Start of SOURCE DATA

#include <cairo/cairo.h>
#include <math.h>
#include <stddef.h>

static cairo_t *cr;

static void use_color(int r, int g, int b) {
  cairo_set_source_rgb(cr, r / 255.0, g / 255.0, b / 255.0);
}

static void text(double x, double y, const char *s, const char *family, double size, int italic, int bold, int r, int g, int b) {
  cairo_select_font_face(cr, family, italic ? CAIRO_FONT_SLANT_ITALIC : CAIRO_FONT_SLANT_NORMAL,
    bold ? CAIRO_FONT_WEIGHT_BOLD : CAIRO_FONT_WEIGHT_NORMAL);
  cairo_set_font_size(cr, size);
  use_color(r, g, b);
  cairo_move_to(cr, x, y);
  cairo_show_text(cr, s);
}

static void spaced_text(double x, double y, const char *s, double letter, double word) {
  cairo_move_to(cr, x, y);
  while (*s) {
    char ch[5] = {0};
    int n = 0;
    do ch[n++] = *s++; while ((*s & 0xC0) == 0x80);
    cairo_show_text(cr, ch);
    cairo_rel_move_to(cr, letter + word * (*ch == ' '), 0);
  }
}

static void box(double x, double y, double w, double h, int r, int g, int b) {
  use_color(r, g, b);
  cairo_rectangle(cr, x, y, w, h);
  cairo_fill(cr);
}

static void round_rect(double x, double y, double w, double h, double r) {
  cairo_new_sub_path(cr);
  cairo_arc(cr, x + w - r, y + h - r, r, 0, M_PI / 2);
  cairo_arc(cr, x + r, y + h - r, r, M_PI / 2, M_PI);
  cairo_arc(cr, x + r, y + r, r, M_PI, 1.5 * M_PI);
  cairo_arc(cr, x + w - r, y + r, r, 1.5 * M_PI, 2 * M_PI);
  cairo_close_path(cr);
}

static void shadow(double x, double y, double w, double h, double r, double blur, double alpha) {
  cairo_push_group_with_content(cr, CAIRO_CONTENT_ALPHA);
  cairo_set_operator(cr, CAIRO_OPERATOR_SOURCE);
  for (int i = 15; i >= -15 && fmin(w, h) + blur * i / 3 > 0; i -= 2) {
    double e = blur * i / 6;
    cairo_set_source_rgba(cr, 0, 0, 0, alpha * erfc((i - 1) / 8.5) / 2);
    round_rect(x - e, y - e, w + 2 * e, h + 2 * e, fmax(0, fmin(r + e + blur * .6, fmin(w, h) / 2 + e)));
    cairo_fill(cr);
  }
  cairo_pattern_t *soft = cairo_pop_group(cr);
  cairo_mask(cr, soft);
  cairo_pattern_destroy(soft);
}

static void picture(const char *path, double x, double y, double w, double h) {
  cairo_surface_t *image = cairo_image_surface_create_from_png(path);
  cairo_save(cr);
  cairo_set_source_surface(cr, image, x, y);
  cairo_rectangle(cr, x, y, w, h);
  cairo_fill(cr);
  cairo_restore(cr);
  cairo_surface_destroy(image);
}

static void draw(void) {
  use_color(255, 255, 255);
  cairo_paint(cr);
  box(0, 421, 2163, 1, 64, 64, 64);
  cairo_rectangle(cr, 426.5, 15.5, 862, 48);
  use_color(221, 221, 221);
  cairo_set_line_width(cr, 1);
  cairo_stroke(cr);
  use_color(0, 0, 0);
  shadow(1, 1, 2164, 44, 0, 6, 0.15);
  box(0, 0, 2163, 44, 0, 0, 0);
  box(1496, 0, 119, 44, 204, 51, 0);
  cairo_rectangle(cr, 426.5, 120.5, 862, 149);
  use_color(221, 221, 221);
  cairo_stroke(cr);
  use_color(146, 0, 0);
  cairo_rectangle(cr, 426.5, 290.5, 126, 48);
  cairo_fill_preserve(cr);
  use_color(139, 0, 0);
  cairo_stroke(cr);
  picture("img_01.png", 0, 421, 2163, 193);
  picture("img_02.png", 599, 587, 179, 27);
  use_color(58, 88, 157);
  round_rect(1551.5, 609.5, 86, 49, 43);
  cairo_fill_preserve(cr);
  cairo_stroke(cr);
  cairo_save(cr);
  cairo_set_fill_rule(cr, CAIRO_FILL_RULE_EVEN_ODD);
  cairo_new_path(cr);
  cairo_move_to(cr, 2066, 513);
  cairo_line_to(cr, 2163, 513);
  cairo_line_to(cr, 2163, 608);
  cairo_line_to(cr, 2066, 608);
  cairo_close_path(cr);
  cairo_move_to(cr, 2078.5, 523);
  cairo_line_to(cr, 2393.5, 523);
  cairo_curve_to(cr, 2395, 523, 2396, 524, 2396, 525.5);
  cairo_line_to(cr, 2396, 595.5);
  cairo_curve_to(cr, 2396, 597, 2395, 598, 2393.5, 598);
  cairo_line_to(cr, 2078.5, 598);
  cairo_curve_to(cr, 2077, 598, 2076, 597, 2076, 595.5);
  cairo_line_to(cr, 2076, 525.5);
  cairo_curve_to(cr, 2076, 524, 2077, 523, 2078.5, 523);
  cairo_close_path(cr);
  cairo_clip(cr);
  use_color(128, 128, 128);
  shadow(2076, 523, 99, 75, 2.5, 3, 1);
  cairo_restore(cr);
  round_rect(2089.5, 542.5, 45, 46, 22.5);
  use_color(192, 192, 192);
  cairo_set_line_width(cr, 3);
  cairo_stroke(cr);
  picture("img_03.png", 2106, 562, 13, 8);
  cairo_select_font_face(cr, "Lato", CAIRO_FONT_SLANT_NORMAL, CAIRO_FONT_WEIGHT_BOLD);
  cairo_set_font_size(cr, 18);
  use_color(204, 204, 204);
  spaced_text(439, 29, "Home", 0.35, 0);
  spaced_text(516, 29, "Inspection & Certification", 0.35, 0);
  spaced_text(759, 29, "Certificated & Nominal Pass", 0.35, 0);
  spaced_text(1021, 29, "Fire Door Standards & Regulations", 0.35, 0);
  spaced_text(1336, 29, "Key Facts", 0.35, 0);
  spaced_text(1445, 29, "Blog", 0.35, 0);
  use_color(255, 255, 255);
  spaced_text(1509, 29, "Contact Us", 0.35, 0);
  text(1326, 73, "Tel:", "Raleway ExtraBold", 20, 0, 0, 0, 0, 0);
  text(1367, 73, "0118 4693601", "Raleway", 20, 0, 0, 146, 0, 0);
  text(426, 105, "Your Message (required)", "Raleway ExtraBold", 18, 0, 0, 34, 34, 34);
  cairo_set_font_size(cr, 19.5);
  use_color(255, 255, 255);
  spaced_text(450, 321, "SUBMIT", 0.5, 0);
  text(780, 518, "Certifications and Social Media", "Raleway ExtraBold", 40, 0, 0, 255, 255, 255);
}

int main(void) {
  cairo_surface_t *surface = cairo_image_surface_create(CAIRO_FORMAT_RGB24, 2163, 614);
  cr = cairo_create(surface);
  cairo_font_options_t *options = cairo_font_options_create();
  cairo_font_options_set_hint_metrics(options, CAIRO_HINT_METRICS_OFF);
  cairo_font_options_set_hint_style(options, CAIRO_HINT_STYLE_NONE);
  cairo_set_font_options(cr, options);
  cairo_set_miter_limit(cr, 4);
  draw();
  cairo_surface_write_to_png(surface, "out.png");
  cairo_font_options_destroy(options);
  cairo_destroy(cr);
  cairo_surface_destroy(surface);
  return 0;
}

End of SOURCE DATA
Start of SOURCE DATA

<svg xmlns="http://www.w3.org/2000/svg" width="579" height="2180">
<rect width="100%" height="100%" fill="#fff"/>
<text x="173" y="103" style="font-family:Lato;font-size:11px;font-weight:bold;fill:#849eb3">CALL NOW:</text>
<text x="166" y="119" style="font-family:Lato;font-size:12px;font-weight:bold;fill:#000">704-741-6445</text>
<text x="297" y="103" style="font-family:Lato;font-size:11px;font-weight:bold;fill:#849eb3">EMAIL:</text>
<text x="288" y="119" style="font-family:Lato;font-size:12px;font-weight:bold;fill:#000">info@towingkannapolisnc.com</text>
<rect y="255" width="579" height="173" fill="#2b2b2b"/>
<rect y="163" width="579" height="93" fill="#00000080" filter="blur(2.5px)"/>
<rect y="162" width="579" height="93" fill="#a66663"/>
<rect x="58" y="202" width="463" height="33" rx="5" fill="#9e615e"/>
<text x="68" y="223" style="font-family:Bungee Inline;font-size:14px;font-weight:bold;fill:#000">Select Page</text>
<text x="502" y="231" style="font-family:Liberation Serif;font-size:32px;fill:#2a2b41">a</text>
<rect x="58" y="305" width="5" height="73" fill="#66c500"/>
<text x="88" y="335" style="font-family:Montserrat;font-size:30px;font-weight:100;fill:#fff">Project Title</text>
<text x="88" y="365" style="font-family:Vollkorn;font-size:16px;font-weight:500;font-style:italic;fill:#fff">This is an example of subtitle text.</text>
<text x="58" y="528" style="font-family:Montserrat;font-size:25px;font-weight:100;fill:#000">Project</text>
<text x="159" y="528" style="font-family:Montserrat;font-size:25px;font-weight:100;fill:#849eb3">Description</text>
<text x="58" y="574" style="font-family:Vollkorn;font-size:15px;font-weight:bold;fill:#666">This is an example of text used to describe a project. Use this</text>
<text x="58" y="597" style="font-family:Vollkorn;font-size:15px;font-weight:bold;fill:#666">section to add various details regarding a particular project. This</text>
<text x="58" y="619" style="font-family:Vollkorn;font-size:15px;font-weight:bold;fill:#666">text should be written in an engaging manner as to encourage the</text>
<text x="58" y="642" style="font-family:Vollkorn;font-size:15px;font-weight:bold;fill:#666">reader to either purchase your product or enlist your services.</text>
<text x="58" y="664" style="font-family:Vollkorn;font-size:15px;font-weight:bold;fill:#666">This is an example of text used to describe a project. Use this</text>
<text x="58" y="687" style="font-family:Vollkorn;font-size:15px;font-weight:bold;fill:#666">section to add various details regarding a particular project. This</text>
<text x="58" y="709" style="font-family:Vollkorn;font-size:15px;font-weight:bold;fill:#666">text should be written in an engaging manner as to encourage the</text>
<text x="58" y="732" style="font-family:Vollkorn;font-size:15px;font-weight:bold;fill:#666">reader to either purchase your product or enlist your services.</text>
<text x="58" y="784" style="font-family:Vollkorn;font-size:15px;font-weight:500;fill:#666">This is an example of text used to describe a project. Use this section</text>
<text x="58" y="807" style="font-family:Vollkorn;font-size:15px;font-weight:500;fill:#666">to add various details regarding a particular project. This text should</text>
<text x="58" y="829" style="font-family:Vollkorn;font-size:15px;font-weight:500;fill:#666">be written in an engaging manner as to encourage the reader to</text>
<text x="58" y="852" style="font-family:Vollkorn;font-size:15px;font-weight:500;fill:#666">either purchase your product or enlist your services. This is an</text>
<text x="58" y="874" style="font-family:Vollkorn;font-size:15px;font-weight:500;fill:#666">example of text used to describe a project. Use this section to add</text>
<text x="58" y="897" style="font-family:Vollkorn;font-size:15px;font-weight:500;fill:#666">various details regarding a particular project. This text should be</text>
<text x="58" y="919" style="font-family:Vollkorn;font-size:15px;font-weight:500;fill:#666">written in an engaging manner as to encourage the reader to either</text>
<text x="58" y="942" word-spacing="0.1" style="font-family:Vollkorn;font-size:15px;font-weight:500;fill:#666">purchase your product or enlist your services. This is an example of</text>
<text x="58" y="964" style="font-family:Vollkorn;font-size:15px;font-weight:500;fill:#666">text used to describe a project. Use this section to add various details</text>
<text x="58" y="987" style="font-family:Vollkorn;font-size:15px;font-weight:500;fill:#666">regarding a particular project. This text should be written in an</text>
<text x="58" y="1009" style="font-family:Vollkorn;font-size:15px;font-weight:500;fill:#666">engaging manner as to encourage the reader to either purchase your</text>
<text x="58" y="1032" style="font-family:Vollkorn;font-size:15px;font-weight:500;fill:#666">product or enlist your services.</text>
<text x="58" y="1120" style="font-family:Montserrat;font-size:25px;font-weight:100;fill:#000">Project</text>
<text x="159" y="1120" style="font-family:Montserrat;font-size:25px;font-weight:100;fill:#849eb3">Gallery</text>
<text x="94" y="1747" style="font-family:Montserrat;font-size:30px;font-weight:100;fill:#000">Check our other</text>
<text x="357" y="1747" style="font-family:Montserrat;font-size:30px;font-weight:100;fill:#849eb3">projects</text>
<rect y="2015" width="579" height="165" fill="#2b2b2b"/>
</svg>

End of SOURCE DATA

YOUR TASK: What you give back should be exactly the lines of the data above from the line with "static void shadow(double" through the line with "double e = blur * i / 6;", both of those included, and nothing more.

ANSWER BELOW:
static void shadow(double x, double y, double w, double h, double r, double blur, double alpha) {
  cairo_push_group_with_content(cr, CAIRO_CONTENT_ALPHA);
  cairo_set_operator(cr, CAIRO_OPERATOR_SOURCE);
  for (int i = 15; i >= -15 && fmin(w, h) + blur * i / 3 > 0; i -= 2) {
    double e = blur * i / 6;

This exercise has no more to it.